Enterprise systems are frequently complex and multi-functional. In order to run at a high level of availability or service, and to ensure that any issues can be effectively dealt with, they must be well-understood and transparently observable for engineering and IT staff. To effectively manage and operate these enterprise systems, the staff and responsible teams must have access to information about how the system is running, the operational status of the system, applications, and supporting services. Observability is a commonly used IT term to describe the availability of information about the internal workings of a system, such as the compute usage of a database cluster, the storage input/output metrics for a provider, or the number of requests and activity across different apps or services.

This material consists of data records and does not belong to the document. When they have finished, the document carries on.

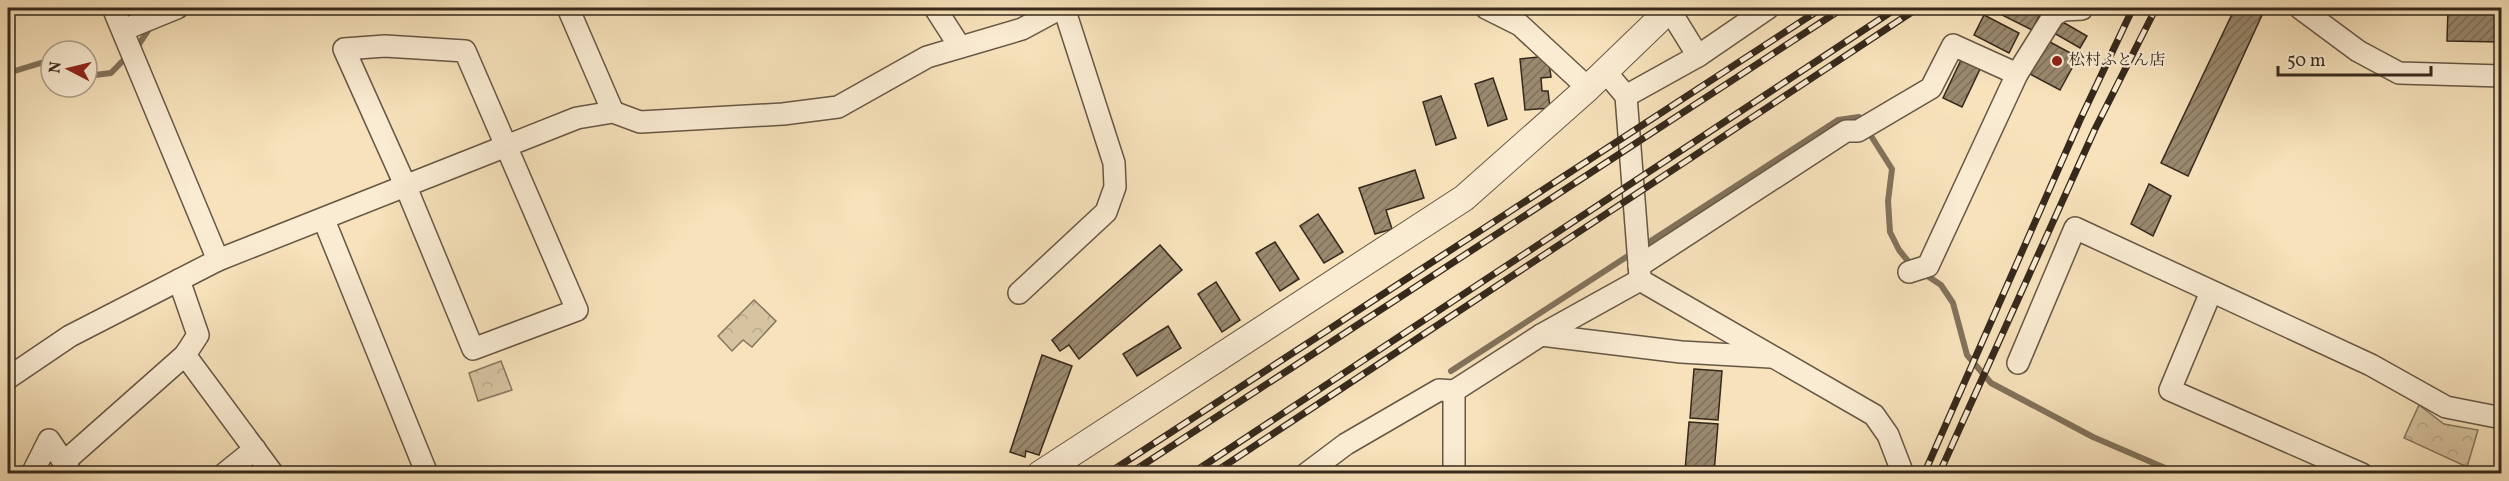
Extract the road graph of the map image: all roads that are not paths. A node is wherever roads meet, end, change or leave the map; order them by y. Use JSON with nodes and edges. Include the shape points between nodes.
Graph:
{"nodes":[{"id":1,"x":113,"y":8,"type":"edge"},
{"id":2,"x":177,"y":8,"type":"edge"},
{"id":3,"x":568,"y":8,"type":"edge"},
{"id":4,"x":935,"y":8,"type":"edge"},
{"id":5,"x":1062,"y":8,"type":"edge"},
{"id":6,"x":1486,"y":8,"type":"edge"},
{"id":7,"x":1670,"y":8,"type":"edge"},
{"id":8,"x":1768,"y":8,"type":"edge"},
{"id":9,"x":2300,"y":8,"type":"edge"},
{"id":10,"x":2082,"y":9,"type":"dead end"},
{"id":11,"x":123,"y":30,"type":"junction"},
{"id":12,"x":960,"y":47,"type":"junction"},
{"id":13,"x":1698,"y":56,"type":"junction"},
{"id":14,"x":2017,"y":74,"type":"junction"},
{"id":15,"x":2502,"y":76,"type":"edge"},
{"id":16,"x":1596,"y":79,"type":"junction"},
{"id":17,"x":1626,"y":96,"type":"junction"},
{"id":18,"x":613,"y":112,"type":"junction"},
{"id":19,"x":508,"y":146,"type":"junction"},
{"id":20,"x":406,"y":187,"type":"junction"},
{"id":21,"x":324,"y":220,"type":"junction"},
{"id":22,"x":218,"y":260,"type":"junction"},
{"id":23,"x":1919,"y":269,"type":"dead end"},
{"id":24,"x":1639,"y":273,"type":"junction"},
{"id":25,"x":179,"y":280,"type":"junction"},
{"id":26,"x":2211,"y":292,"type":"junction"},
{"id":27,"x":1019,"y":293,"type":"dead end"},
{"id":28,"x":1541,"y":335,"type":"junction"},
{"id":29,"x":184,"y":355,"type":"junction"},
{"id":30,"x":1774,"y":357,"type":"junction"},
{"id":31,"x":2018,"y":363,"type":"dead end"},
{"id":32,"x":8,"y":378,"type":"edge"},
{"id":33,"x":1454,"y":391,"type":"junction"},
{"id":34,"x":2502,"y":418,"type":"edge"},
{"id":35,"x":255,"y":449,"type":"junction"},
{"id":36,"x":67,"y":468,"type":"edge"},
{"id":37,"x":32,"y":474,"type":"edge"},
{"id":38,"x":224,"y":474,"type":"edge"},
{"id":39,"x":273,"y":474,"type":"edge"},
{"id":40,"x":427,"y":474,"type":"edge"},
{"id":41,"x":1040,"y":474,"type":"edge"},
{"id":42,"x":1306,"y":474,"type":"edge"},
{"id":43,"x":1454,"y":474,"type":"edge"},
{"id":44,"x":1904,"y":474,"type":"edge"},
{"id":45,"x":2362,"y":474,"type":"edge"}],
"edges":[{"from":1,"to":11,"type":"street"},
{"from":2,"to":11,"type":"street"},
{"from":3,"to":18,"type":"street"},
{"from":4,"to":12,"type":"street"},
{"from":5,"to":12,"type":"street","via":[[1022,29]]},
{"from":5,"to":27,"type":"street","via":[[1114,163],[1115,187],[1106,212]]},
{"from":6,"to":16,"type":"street","via":[[1520,25]]},
{"from":7,"to":13,"type":"street"},
{"from":7,"to":16,"type":"street"},
{"from":8,"to":13,"type":"street"},
{"from":9,"to":15,"type":"street","via":[[2358,51],[2399,73]]},
{"from":10,"to":14,"type":"street","via":[[2063,10],[2054,15]]},
{"from":11,"to":22,"type":"street"},
{"from":12,"to":18,"type":"street","via":[[927,57],[838,107],[640,122]]},
{"from":13,"to":17,"type":"street"},
{"from":14,"to":23,"type":"street"},
{"from":14,"to":24,"type":"street","via":[[1953,45],[1931,88],[1865,127],[1846,131]]},
{"from":16,"to":17,"type":"street"},
{"from":16,"to":41,"type":"street","via":[[1464,198]]},
{"from":17,"to":24,"type":"street"},
{"from":18,"to":19,"type":"street","via":[[577,118]]},
{"from":19,"to":20,"type":"street"},
{"from":19,"to":20,"type":"street","via":[[465,51],[385,46],[344,50]]},
{"from":19,"to":20,"type":"street","via":[[577,310],[473,349]]},
{"from":20,"to":21,"type":"street"},
{"from":21,"to":22,"type":"street"},
{"from":21,"to":40,"type":"street"},
{"from":22,"to":25,"type":"street"},
{"from":24,"to":28,"type":"street"},
{"from":24,"to":30,"type":"street"},
{"from":25,"to":29,"type":"street","via":[[198,335]]},
{"from":25,"to":32,"type":"street","via":[[70,336]]},
{"from":26,"to":31,"type":"street","via":[[2075,228]]},
{"from":26,"to":34,"type":"street","via":[[2371,365],[2446,406]]},
{"from":26,"to":45,"type":"street","via":[[2170,390]]},
{"from":28,"to":30,"type":"street"},
{"from":28,"to":33,"type":"street"},
{"from":29,"to":35,"type":"street"},
{"from":29,"to":36,"type":"street"},
{"from":30,"to":44,"type":"street","via":[[1874,416],[1888,435]]},
{"from":33,"to":42,"type":"street","via":[[1439,390],[1346,444]]},
{"from":33,"to":43,"type":"street"},
{"from":35,"to":38,"type":"street"},
{"from":35,"to":39,"type":"street"},
{"from":36,"to":37,"type":"street","via":[[49,440]]}]}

The importance of observability supports two related goals of system operations - that the system maintains a steady state that is consistent and stable, and that when issues appear, that supporting teams can quickly respond to the issues and make informed, effective changes to restore the system to an expected state. Observability enables this by providing ready access to consistent, detailed information about system operations, so that any different reporting can be identified, assessed, and acted upon by the supporting teams.

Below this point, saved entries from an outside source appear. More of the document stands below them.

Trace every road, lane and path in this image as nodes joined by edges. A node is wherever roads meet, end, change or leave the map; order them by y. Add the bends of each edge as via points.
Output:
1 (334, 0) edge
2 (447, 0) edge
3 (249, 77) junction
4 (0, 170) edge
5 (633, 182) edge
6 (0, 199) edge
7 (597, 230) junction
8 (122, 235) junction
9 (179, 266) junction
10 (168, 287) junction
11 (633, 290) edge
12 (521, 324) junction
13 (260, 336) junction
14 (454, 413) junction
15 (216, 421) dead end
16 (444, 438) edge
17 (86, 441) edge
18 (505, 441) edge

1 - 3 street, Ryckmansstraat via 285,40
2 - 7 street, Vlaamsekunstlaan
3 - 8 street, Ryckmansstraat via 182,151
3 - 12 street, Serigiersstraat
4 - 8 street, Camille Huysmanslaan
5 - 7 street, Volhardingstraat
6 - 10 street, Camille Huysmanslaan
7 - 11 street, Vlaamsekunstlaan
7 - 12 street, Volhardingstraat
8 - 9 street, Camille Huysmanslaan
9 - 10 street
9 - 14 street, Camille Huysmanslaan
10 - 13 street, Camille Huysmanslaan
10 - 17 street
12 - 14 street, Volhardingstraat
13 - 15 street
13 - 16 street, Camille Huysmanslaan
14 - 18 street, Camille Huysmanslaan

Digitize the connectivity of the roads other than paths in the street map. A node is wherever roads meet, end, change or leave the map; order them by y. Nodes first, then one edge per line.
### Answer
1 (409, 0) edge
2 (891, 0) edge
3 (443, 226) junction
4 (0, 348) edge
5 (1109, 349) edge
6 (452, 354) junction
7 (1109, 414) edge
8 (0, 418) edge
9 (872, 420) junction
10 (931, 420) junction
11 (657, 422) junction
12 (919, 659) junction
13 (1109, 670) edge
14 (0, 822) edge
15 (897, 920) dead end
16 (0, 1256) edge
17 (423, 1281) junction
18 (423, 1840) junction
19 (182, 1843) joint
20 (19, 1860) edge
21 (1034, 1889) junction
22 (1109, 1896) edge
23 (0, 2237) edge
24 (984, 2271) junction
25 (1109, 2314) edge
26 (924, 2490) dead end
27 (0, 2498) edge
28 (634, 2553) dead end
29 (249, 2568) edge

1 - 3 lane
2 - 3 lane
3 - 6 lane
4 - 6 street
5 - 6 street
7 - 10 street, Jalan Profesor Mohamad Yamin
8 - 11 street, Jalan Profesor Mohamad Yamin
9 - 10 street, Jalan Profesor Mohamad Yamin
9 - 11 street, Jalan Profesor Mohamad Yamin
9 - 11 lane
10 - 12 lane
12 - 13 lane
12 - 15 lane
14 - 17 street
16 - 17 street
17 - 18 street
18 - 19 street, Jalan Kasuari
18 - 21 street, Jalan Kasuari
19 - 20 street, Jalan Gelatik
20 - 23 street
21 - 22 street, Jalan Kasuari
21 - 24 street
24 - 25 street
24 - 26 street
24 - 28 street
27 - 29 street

Telemetry, monitoring, and observability are related concepts, but they have distinct meanings. You can think of telemetry as being a subset of monitoring, which is a subset of observability:
Telemetry is the collection of information about a system’s state. Well-architected systems define and capture telemetry for ArcGIS components. These systems ensure that applications, workflows, and custom components report regularly on status, log activities in a consistent way, or provide the API methods to allow an external process to query and monitor status and progress.

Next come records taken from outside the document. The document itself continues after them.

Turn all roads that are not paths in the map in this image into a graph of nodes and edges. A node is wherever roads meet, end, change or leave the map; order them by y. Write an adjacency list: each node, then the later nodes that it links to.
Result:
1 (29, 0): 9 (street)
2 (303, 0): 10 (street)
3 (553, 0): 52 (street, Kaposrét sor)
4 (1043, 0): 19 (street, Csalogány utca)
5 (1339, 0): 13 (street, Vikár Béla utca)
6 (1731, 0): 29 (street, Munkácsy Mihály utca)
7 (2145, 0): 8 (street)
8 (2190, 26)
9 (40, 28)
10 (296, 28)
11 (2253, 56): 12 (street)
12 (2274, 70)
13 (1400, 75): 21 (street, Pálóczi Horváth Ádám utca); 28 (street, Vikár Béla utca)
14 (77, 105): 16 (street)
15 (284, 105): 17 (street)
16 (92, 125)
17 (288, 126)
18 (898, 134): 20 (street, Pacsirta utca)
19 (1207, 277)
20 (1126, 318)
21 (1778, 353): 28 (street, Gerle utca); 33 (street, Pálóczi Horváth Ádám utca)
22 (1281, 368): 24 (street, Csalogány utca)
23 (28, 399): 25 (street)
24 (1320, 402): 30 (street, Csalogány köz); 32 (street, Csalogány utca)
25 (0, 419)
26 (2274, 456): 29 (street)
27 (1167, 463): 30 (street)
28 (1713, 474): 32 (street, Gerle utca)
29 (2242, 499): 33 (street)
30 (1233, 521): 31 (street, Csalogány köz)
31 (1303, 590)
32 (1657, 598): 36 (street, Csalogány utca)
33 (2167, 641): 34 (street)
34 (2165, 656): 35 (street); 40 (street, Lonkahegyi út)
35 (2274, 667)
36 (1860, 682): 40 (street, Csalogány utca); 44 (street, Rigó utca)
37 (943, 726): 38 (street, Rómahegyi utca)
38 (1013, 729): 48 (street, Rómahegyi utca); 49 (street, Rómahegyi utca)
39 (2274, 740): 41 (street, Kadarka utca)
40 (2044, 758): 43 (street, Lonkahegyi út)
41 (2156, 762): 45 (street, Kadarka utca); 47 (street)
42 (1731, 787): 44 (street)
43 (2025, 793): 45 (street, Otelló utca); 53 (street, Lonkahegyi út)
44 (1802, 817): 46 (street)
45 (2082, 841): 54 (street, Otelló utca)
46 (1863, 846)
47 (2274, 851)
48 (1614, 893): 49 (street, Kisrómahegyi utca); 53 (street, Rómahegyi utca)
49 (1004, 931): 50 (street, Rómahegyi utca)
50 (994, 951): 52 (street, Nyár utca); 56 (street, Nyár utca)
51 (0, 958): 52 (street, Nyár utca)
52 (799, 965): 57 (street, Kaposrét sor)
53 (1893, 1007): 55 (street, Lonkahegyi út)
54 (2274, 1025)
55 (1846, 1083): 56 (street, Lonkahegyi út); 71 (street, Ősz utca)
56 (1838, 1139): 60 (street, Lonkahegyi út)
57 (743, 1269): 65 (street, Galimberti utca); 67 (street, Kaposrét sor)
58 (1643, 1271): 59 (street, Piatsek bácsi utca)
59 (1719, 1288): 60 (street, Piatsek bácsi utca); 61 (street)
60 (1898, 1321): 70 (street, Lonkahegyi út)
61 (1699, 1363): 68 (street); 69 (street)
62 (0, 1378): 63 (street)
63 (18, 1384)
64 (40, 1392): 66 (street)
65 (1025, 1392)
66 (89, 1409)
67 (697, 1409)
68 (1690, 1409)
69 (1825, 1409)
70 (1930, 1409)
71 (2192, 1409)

Monitoring solutions extend telemetry by not only collecting information about a system’s state, but visualizing that information and comparing it to predefined thresholds. Monitoring solutions typically use alerts and dashboards to provide awareness of the system’s state and reveal performance issues or abnormalities. Because these alerts and dashboards must be predefined, monitoring is most useful for problems that can be predicted or anticipated.
A fully observable system extends monitoring by providing tools to analyze information about the system. In addition to predefined alerts and dashboards to describe what is happening with the system, observability helps you understand why it is happening. These additional capabilities enable you deal with more complex and unpredictable issues than is possible with monitoring alone.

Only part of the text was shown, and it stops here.